▸ **YOUR GOAL**
Transcribe the records exactly. Pictures do not belong in the transcription.

DATA FOR THE TASK: Begin

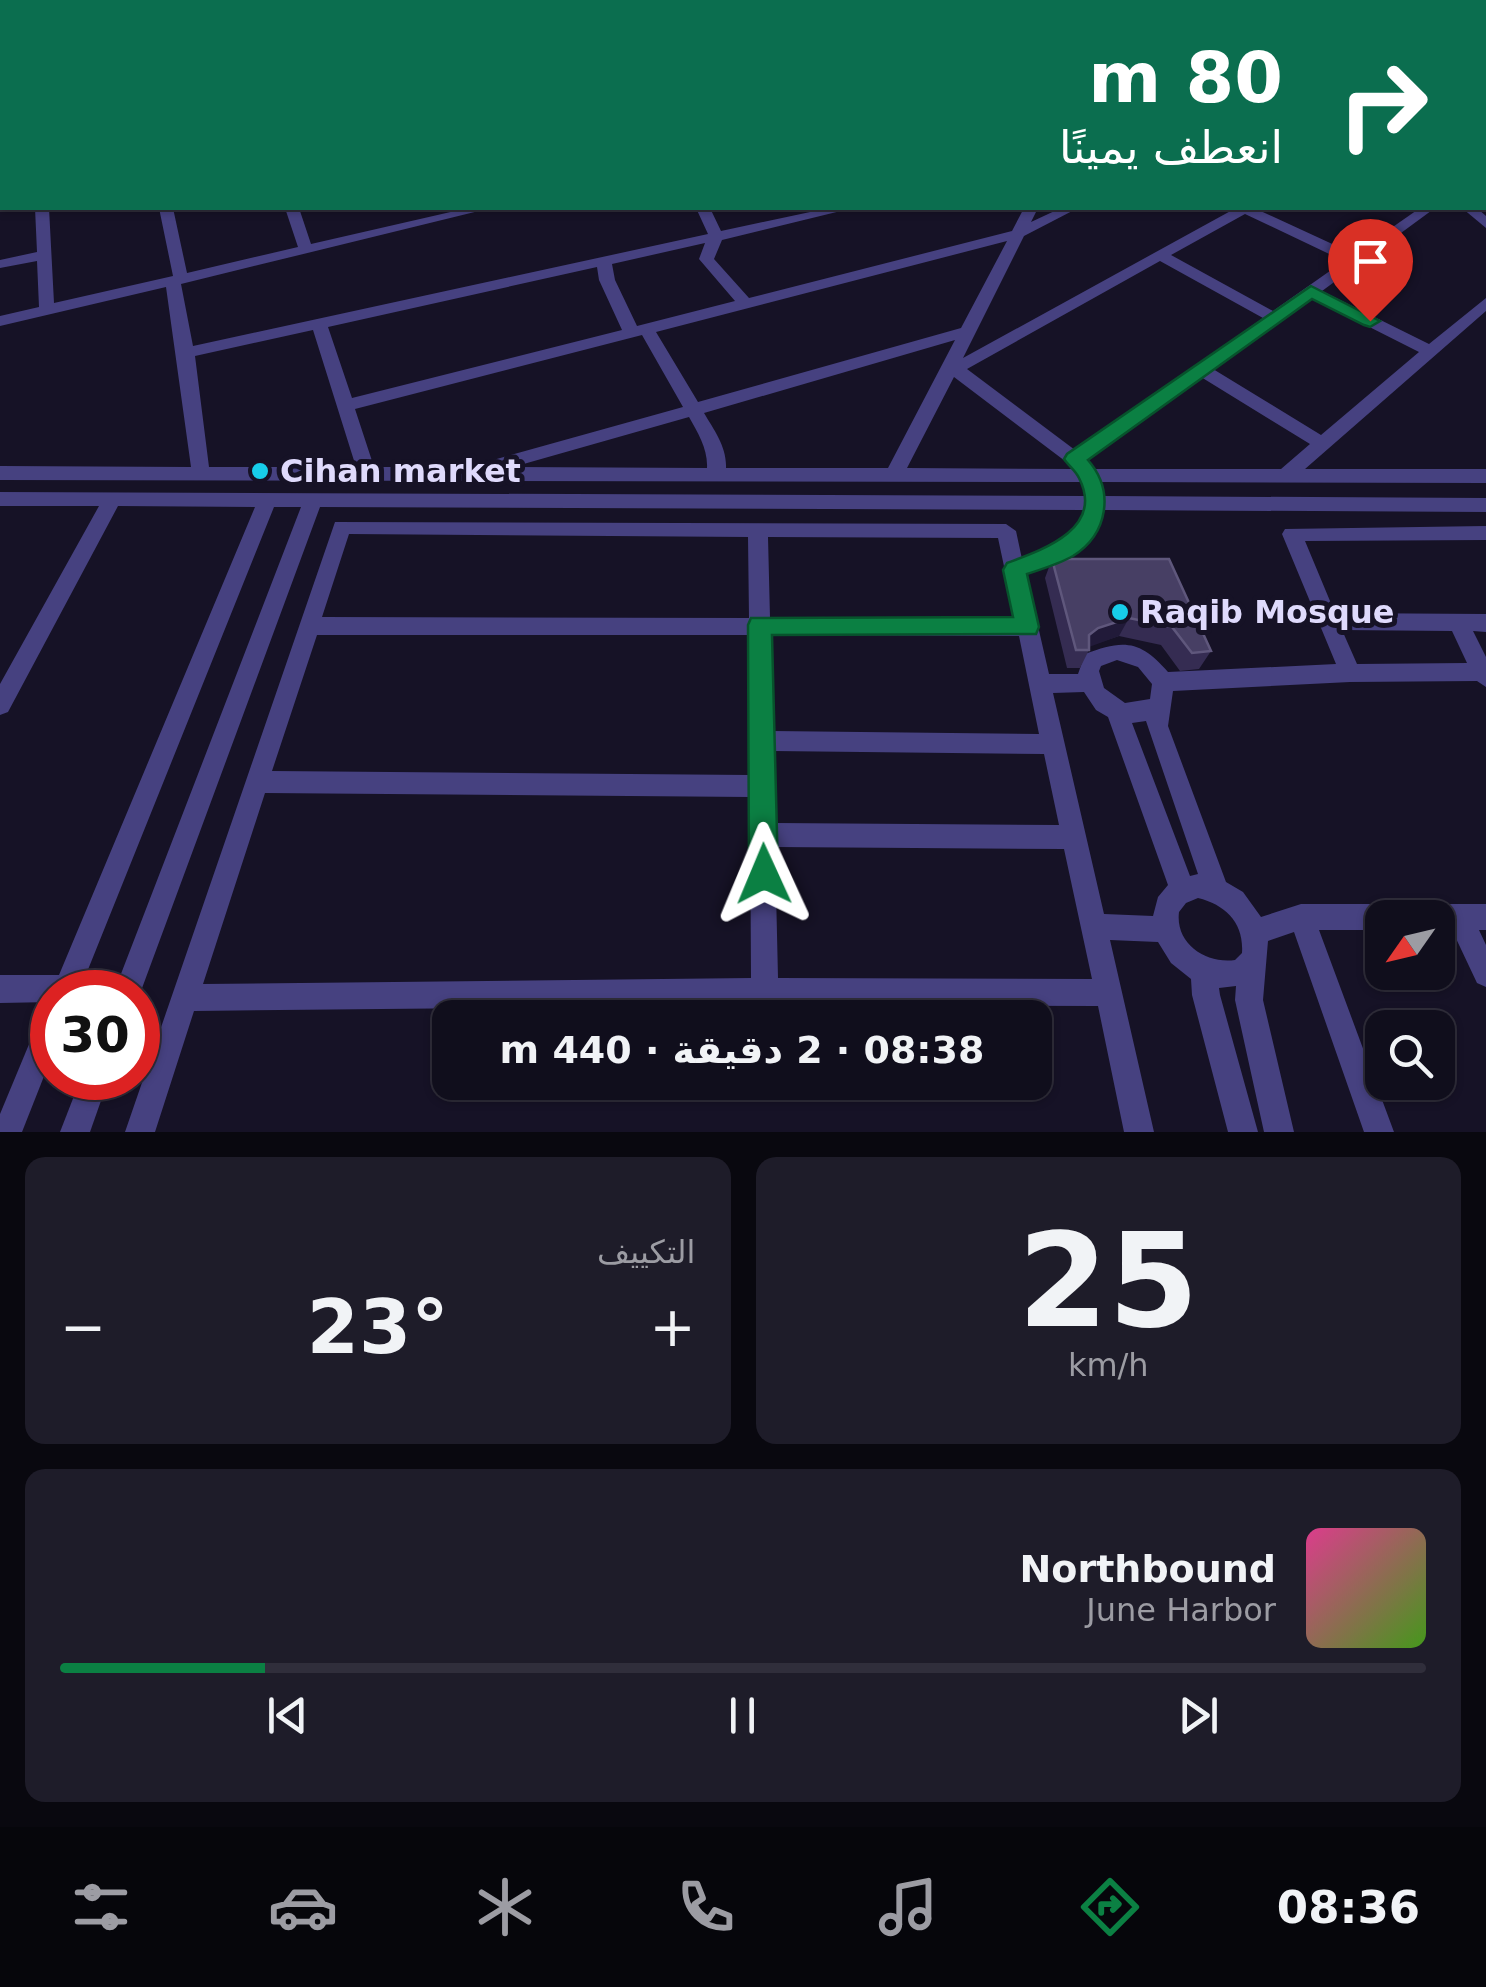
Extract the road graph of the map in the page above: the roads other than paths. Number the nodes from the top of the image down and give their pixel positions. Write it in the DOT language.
graph roads {
  1 [pos="42,210"];
  2 [pos="166,210"];
  3 [pos="293,210"];
  4 [pos="462,210"];
  5 [pos="704,210"];
  6 [pos="837,210"];
  7 [pos="1030,210"];
  8 [pos="1067,210"];
  9 [pos="1240,210"];
  10 [pos="1248,210"];
  11 [pos="1425,210"];
  12 [pos="430,213"];
  13 [pos="1017,234"];
  14 [pos="716,236"];
  15 [pos="306,250"];
  16 [pos="44,254"];
  17 [pos="1160,255"];
  18 [pos="1355,260"];
  19 [pos="604,261"];
  20 [pos="0,264"];
  21 [pos="177,280"];
  22 [pos="1311,291"];
  23 [pos="1486,303"];
  24 [pos="746,304"];
  25 [pos="47,310"];
  26 [pos="1273,318"];
  27 [pos="0,321"];
  28 [pos="319,324"];
  29 [pos="639,331"];
  30 [pos="965,332"];
  31 [pos="1430,351"];
  32 [pos="186,352"];
  33 [pos="1200,370"];
  34 [pos="948,372"];
  35 [pos="348,406"];
  36 [pos="690,410"];
  37 [pos="1323,444"];
  38 [pos="1074,459"];
  39 [pos="0,474"];
  40 [pos="200,474"];
  41 [pos="367,474"];
  42 [pos="466,474"];
  43 [pos="716,474"];
  44 [pos="894,475"];
  45 [pos="1089,475"];
  46 [pos="1286,475"];
  47 [pos="1486,476"];
  48 [pos="0,499"];
  49 [pos="113,499"];
  50 [pos="268,500"];
  51 [pos="314,500"];
  52 [pos="1096,503"];
  53 [pos="1486,504"];
  54 [pos="758,530"];
  55 [pos="1486,533"];
  56 [pos="1015,570"];
  57 [pos="1328,621"];
  58 [pos="1458,623"];
  59 [pos="1486,623"];
  60 [pos="760,625"];
  61 [pos="309,626"];
  62 [pos="1027,627"];
  63 [pos="1350,673"];
  64 [pos="1484,675"];
  65 [pos="1088,683"];
  66 [pos="1040,684"];
  67 [pos="1162,694"];
  68 [pos="0,706"];
  69 [pos="1117,712"];
  70 [pos="761,741"];
  71 [pos="1053,744"];
  72 [pos="256,782"];
  73 [pos="762,786"];
  74 [pos="763,834"];
  75 [pos="1074,838"];
  76 [pos="1182,889"];
  77 [pos="1216,890"];
  78 [pos="1300,917"];
  79 [pos="1473,917"];
  80 [pos="1094,926"];
  81 [pos="1165,929"];
  82 [pos="1255,932"];
  83 [pos="1252,964"];
  84 [pos="74,970"];
  85 [pos="135,970"];
  86 [pos="1204,972"];
  87 [pos="1486,974"];
  88 [pos="0,988"];
  89 [pos="30,989"];
  90 [pos="766,991"];
  91 [pos="1108,993"];
  92 [pos="184,998"];
  93 [pos="30,1076"];
  94 [pos="87,1100"];
  95 [pos="7,1132"];
  96 [pos="75,1132"];
  97 [pos="140,1132"];
  98 [pos="1139,1132"];
  99 [pos="1244,1132"];
  100 [pos="1279,1132"];
  101 [pos="1379,1132"];
  1 -- 16 [label="street"];
  2 -- 21 [label="street"];
  3 -- 15 [label="street"];
  4 -- 12 [label="street"];
  5 -- 14 [label="street"];
  6 -- 14 [label="street"];
  7 -- 13 [label="street"];
  8 -- 13 [label="street"];
  9 -- 17 [label="street"];
  10 -- 18 [label="street"];
  11 -- 18 [label="street"];
  12 -- 15 [label="street"];
  13 -- 24 [label="street"];
  13 -- 30 [label="street"];
  14 -- 19 [label="street"];
  14 -- 24 [label="street"];
  15 -- 21 [label="street"];
  16 -- 20 [label="street"];
  16 -- 25 [label="street"];
  17 -- 26 [label="street"];
  17 -- 34 [label="street"];
  18 -- 22 [label="street"];
  19 -- 28 [label="street"];
  19 -- 29 [label="street"];
  21 -- 25 [label="street"];
  21 -- 32 [label="street"];
  22 -- 26 [label="street"];
  22 -- 31 [label="street"];
  23 -- 31 [label="street"];
  24 -- 29 [label="street"];
  25 -- 27 [label="street"];
  26 -- 33 [label="street"];
  28 -- 32 [label="street"];
  28 -- 35 [label="street"];
  29 -- 35 [label="street"];
  29 -- 36 [label="street"];
  30 -- 34 [label="street"];
  30 -- 36 [label="street"];
  31 -- 37 [label="street"];
  32 -- 40 [label="street"];
  33 -- 37 [label="street"];
  33 -- 38 [label="street"];
  34 -- 38 [label="street"];
  34 -- 44 [label="street"];
  35 -- 41 [label="street"];
  36 -- 42 [label="street"];
  36 -- 43 [label="street"];
  37 -- 46 [label="street"];
  38 -- 45 [label="street"];
  39 -- 40 [label="street"];
  40 -- 41 [label="street"];
  41 -- 42 [label="street"];
  42 -- 43 [label="street"];
  43 -- 44 [label="street"];
  44 -- 45 [label="street"];
  45 -- 46 [label="street"];
  45 -- 52 [label="street"];
  46 -- 47 [label="street"];
  48 -- 49 [label="street"];
  49 -- 50 [label="street"];
  49 -- 68 [label="street"];
  50 -- 51 [label="street"];
  50 -- 84 [label="street"];
  51 -- 52 [label="street"];
  51 -- 85 [label="street"];
  52 -- 53 [label="street"];
  52 -- 56 [label="street"];
  54 -- 56 [label="street"];
  54 -- 60 [label="street"];
  54 -- 61 [label="street"];
  55 -- 57 [label="street"];
  56 -- 62 [label="street"];
  57 -- 58 [label="street"];
  57 -- 63 [label="street"];
  58 -- 59 [label="street"];
  58 -- 64 [label="street"];
  60 -- 61 [label="street"];
  60 -- 62 [label="street"];
  60 -- 70 [label="street"];
  61 -- 72 [label="street"];
  62 -- 66 [label="street"];
  63 -- 64 [label="street"];
  63 -- 67 [label="street"];
  65 -- 66 [label="street"];
  65 -- 67 [label="street"];
  65 -- 69 [label="street"];
  66 -- 71 [label="street"];
  67 -- 69 [label="street"];
  67 -- 77 [label="street"];
  69 -- 76 [label="street"];
  70 -- 71 [label="street"];
  70 -- 73 [label="street"];
  71 -- 75 [label="street"];
  72 -- 73 [label="street"];
  72 -- 92 [label="street"];
  73 -- 74 [label="street"];
  74 -- 75 [label="street"];
  74 -- 90 [label="street"];
  75 -- 80 [label="street"];
  76 -- 77 [label="street"];
  76 -- 81 [label="street"];
  77 -- 82 [label="street"];
  78 -- 79 [label="street"];
  78 -- 82 [label="street"];
  78 -- 101 [label="street"];
  79 -- 87 [label="street"];
  80 -- 81 [label="street"];
  80 -- 91 [label="street"];
  81 -- 86 [label="street"];
  82 -- 83 [label="street"];
  83 -- 86 [label="street"];
  83 -- 100 [label="street"];
  86 -- 99 [label="street"];
  88 -- 89 [label="street"];
  90 -- 91 [label="street"];
  90 -- 92 [label="street"];
  91 -- 98 [label="street"];
  92 -- 97 [label="street"];
  93 -- 95 [label="street"];
  94 -- 96 [label="street"];
}
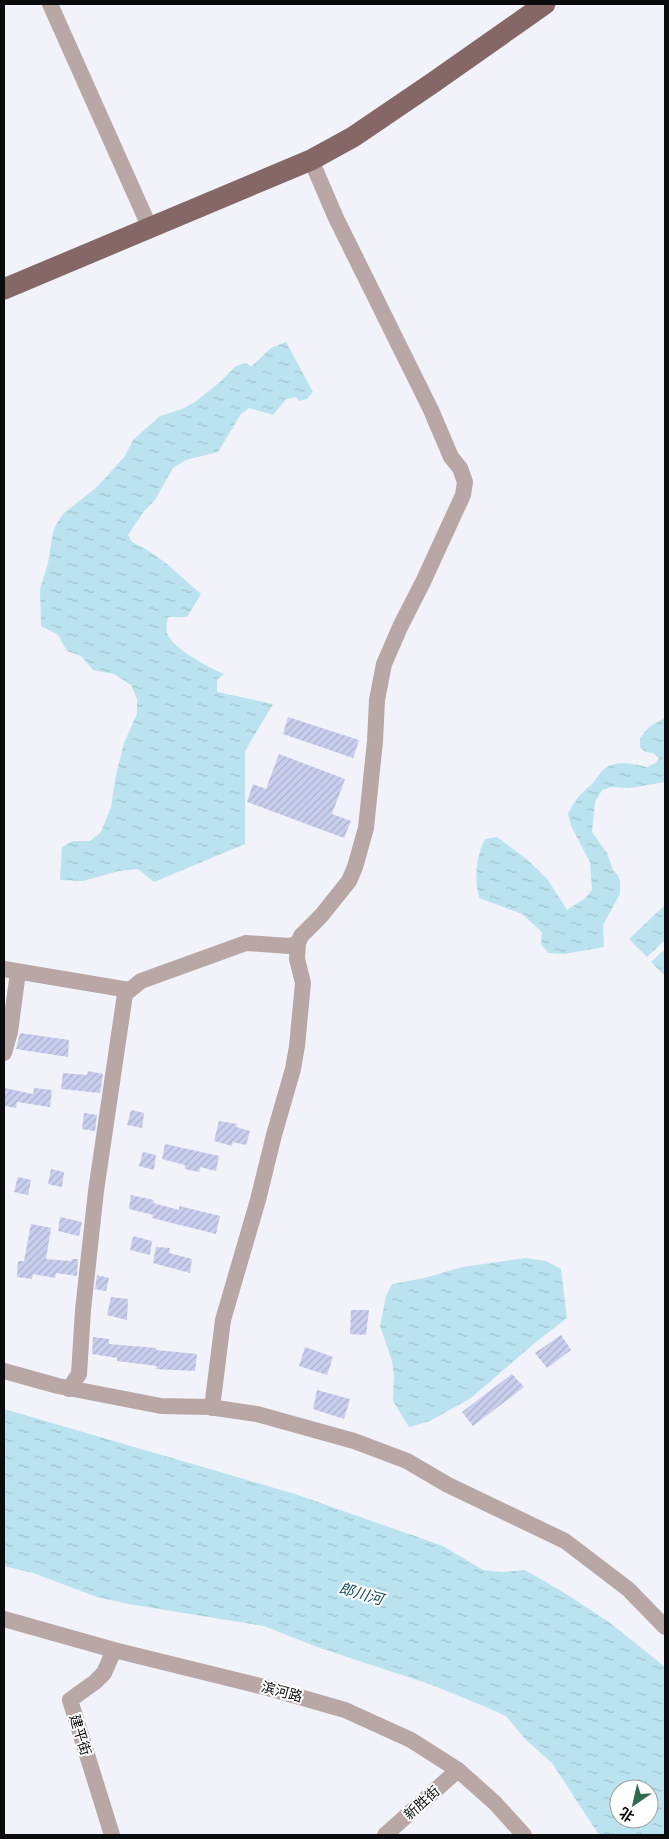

DATA FOR THE TASK: End

▸ **RESULT OF THE TASK**
Extract the road graph of the map in the page above: the roads other than paths. Number the nodes from the top of the image down and give their pixel positions. Write it in the DOT language.
graph roads {
  1 [pos="42,210"];
  2 [pos="166,210"];
  3 [pos="293,210"];
  4 [pos="462,210"];
  5 [pos="704,210"];
  6 [pos="837,210"];
  7 [pos="1030,210"];
  8 [pos="1067,210"];
  9 [pos="1240,210"];
  10 [pos="1248,210"];
  11 [pos="1425,210"];
  12 [pos="430,213"];
  13 [pos="1017,234"];
  14 [pos="716,236"];
  15 [pos="306,250"];
  16 [pos="44,254"];
  17 [pos="1160,255"];
  18 [pos="1355,260"];
  19 [pos="604,261"];
  20 [pos="0,264"];
  21 [pos="177,280"];
  22 [pos="1311,291"];
  23 [pos="1486,303"];
  24 [pos="746,304"];
  25 [pos="47,310"];
  26 [pos="1273,318"];
  27 [pos="0,321"];
  28 [pos="319,324"];
  29 [pos="639,331"];
  30 [pos="965,332"];
  31 [pos="1430,351"];
  32 [pos="186,352"];
  33 [pos="1200,370"];
  34 [pos="948,372"];
  35 [pos="348,406"];
  36 [pos="690,410"];
  37 [pos="1323,444"];
  38 [pos="1074,459"];
  39 [pos="0,474"];
  40 [pos="200,474"];
  41 [pos="367,474"];
  42 [pos="466,474"];
  43 [pos="716,474"];
  44 [pos="894,475"];
  45 [pos="1089,475"];
  46 [pos="1286,475"];
  47 [pos="1486,476"];
  48 [pos="0,499"];
  49 [pos="113,499"];
  50 [pos="268,500"];
  51 [pos="314,500"];
  52 [pos="1096,503"];
  53 [pos="1486,504"];
  54 [pos="758,530"];
  55 [pos="1486,533"];
  56 [pos="1015,570"];
  57 [pos="1328,621"];
  58 [pos="1458,623"];
  59 [pos="1486,623"];
  60 [pos="760,625"];
  61 [pos="309,626"];
  62 [pos="1027,627"];
  63 [pos="1350,673"];
  64 [pos="1484,675"];
  65 [pos="1088,683"];
  66 [pos="1040,684"];
  67 [pos="1162,694"];
  68 [pos="0,706"];
  69 [pos="1117,712"];
  70 [pos="761,741"];
  71 [pos="1053,744"];
  72 [pos="256,782"];
  73 [pos="762,786"];
  74 [pos="763,834"];
  75 [pos="1074,838"];
  76 [pos="1182,889"];
  77 [pos="1216,890"];
  78 [pos="1300,917"];
  79 [pos="1473,917"];
  80 [pos="1094,926"];
  81 [pos="1165,929"];
  82 [pos="1255,932"];
  83 [pos="1252,964"];
  84 [pos="74,970"];
  85 [pos="135,970"];
  86 [pos="1204,972"];
  87 [pos="1486,974"];
  88 [pos="0,988"];
  89 [pos="30,989"];
  90 [pos="766,991"];
  91 [pos="1108,993"];
  92 [pos="184,998"];
  93 [pos="30,1076"];
  94 [pos="87,1100"];
  95 [pos="7,1132"];
  96 [pos="75,1132"];
  97 [pos="140,1132"];
  98 [pos="1139,1132"];
  99 [pos="1244,1132"];
  100 [pos="1279,1132"];
  101 [pos="1379,1132"];
  1 -- 16 [label="street"];
  2 -- 21 [label="street"];
  3 -- 15 [label="street"];
  4 -- 12 [label="street"];
  5 -- 14 [label="street"];
  6 -- 14 [label="street"];
  7 -- 13 [label="street"];
  8 -- 13 [label="street"];
  9 -- 17 [label="street"];
  10 -- 18 [label="street"];
  11 -- 18 [label="street"];
  12 -- 15 [label="street"];
  13 -- 24 [label="street"];
  13 -- 30 [label="street"];
  14 -- 19 [label="street"];
  14 -- 24 [label="street"];
  15 -- 21 [label="street"];
  16 -- 20 [label="street"];
  16 -- 25 [label="street"];
  17 -- 26 [label="street"];
  17 -- 34 [label="street"];
  18 -- 22 [label="street"];
  19 -- 28 [label="street"];
  19 -- 29 [label="street"];
  21 -- 25 [label="street"];
  21 -- 32 [label="street"];
  22 -- 26 [label="street"];
  22 -- 31 [label="street"];
  23 -- 31 [label="street"];
  24 -- 29 [label="street"];
  25 -- 27 [label="street"];
  26 -- 33 [label="street"];
  28 -- 32 [label="street"];
  28 -- 35 [label="street"];
  29 -- 35 [label="street"];
  29 -- 36 [label="street"];
  30 -- 34 [label="street"];
  30 -- 36 [label="street"];
  31 -- 37 [label="street"];
  32 -- 40 [label="street"];
  33 -- 37 [label="street"];
  33 -- 38 [label="street"];
  34 -- 38 [label="street"];
  34 -- 44 [label="street"];
  35 -- 41 [label="street"];
  36 -- 42 [label="street"];
  36 -- 43 [label="street"];
  37 -- 46 [label="street"];
  38 -- 45 [label="street"];
  39 -- 40 [label="street"];
  40 -- 41 [label="street"];
  41 -- 42 [label="street"];
  42 -- 43 [label="street"];
  43 -- 44 [label="street"];
  44 -- 45 [label="street"];
  45 -- 46 [label="street"];
  45 -- 52 [label="street"];
  46 -- 47 [label="street"];
  48 -- 49 [label="street"];
  49 -- 50 [label="street"];
  49 -- 68 [label="street"];
  50 -- 51 [label="street"];
  50 -- 84 [label="street"];
  51 -- 52 [label="street"];
  51 -- 85 [label="street"];
  52 -- 53 [label="street"];
  52 -- 56 [label="street"];
  54 -- 56 [label="street"];
  54 -- 60 [label="street"];
  54 -- 61 [label="street"];
  55 -- 57 [label="street"];
  56 -- 62 [label="street"];
  57 -- 58 [label="street"];
  57 -- 63 [label="street"];
  58 -- 59 [label="street"];
  58 -- 64 [label="street"];
  60 -- 61 [label="street"];
  60 -- 62 [label="street"];
  60 -- 70 [label="street"];
  61 -- 72 [label="street"];
  62 -- 66 [label="street"];
  63 -- 64 [label="street"];
  63 -- 67 [label="street"];
  65 -- 66 [label="street"];
  65 -- 67 [label="street"];
  65 -- 69 [label="street"];
  66 -- 71 [label="street"];
  67 -- 69 [label="street"];
  67 -- 77 [label="street"];
  69 -- 76 [label="street"];
  70 -- 71 [label="street"];
  70 -- 73 [label="street"];
  71 -- 75 [label="street"];
  72 -- 73 [label="street"];
  72 -- 92 [label="street"];
  73 -- 74 [label="street"];
  74 -- 75 [label="street"];
  74 -- 90 [label="street"];
  75 -- 80 [label="street"];
  76 -- 77 [label="street"];
  76 -- 81 [label="street"];
  77 -- 82 [label="street"];
  78 -- 79 [label="street"];
  78 -- 82 [label="street"];
  78 -- 101 [label="street"];
  79 -- 87 [label="street"];
  80 -- 81 [label="street"];
  80 -- 91 [label="street"];
  81 -- 86 [label="street"];
  82 -- 83 [label="street"];
  83 -- 86 [label="street"];
  83 -- 100 [label="street"];
  86 -- 99 [label="street"];
  88 -- 89 [label="street"];
  90 -- 91 [label="street"];
  90 -- 92 [label="street"];
  91 -- 98 [label="street"];
  92 -- 97 [label="street"];
  93 -- 95 [label="street"];
  94 -- 96 [label="street"];
}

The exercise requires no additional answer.